Could you count the lines in the listing that include the word "Raya"? Give only the number.

□ □ □

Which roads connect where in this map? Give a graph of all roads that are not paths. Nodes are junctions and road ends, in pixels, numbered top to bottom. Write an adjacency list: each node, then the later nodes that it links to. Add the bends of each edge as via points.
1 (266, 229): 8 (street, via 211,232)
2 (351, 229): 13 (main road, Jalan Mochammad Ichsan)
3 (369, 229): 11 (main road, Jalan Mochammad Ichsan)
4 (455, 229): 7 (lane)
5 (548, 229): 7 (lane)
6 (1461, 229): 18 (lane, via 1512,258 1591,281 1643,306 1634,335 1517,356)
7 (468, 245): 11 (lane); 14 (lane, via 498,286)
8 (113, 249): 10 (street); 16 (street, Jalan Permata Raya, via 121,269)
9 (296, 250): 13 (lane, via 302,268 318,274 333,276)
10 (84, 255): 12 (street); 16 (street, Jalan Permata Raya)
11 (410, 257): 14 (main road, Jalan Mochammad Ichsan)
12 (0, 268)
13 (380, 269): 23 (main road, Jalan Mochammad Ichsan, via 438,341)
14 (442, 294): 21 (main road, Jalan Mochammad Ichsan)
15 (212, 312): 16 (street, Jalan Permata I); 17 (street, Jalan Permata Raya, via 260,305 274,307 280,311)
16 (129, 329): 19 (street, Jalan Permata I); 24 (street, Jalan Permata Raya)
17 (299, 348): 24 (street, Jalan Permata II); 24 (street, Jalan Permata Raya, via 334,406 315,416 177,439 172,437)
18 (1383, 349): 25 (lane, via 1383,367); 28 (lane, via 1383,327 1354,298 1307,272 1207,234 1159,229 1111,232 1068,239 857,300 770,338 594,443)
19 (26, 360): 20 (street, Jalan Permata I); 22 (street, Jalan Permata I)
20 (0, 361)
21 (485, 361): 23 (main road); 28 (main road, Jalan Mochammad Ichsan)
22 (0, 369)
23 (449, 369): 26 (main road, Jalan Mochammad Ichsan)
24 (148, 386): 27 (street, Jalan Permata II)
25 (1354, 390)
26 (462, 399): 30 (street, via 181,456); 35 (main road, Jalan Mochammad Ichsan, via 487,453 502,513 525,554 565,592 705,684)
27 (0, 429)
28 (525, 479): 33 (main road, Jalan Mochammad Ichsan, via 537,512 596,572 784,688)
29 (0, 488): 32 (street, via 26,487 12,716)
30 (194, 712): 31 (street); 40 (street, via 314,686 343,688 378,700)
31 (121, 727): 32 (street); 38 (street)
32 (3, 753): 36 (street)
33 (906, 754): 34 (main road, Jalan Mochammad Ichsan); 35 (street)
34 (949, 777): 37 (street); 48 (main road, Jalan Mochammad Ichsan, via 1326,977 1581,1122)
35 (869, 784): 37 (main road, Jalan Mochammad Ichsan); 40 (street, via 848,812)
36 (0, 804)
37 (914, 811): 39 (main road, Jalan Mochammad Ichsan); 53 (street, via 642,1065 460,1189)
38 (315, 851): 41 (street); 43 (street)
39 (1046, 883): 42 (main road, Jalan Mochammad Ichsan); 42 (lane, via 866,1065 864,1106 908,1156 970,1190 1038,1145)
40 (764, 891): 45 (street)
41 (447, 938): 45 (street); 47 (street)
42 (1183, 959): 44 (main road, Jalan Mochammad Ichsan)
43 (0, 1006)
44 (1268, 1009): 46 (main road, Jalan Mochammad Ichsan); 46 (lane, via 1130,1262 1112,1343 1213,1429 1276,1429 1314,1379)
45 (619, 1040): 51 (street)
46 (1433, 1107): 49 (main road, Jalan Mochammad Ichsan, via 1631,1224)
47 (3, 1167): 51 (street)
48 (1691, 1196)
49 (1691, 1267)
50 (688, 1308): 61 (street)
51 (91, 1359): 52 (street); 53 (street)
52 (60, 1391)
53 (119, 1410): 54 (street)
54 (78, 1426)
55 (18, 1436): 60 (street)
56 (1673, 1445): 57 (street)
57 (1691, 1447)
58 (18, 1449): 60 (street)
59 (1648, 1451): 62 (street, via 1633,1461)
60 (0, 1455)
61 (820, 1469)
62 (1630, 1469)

□ □ □

■ **Written solution**
5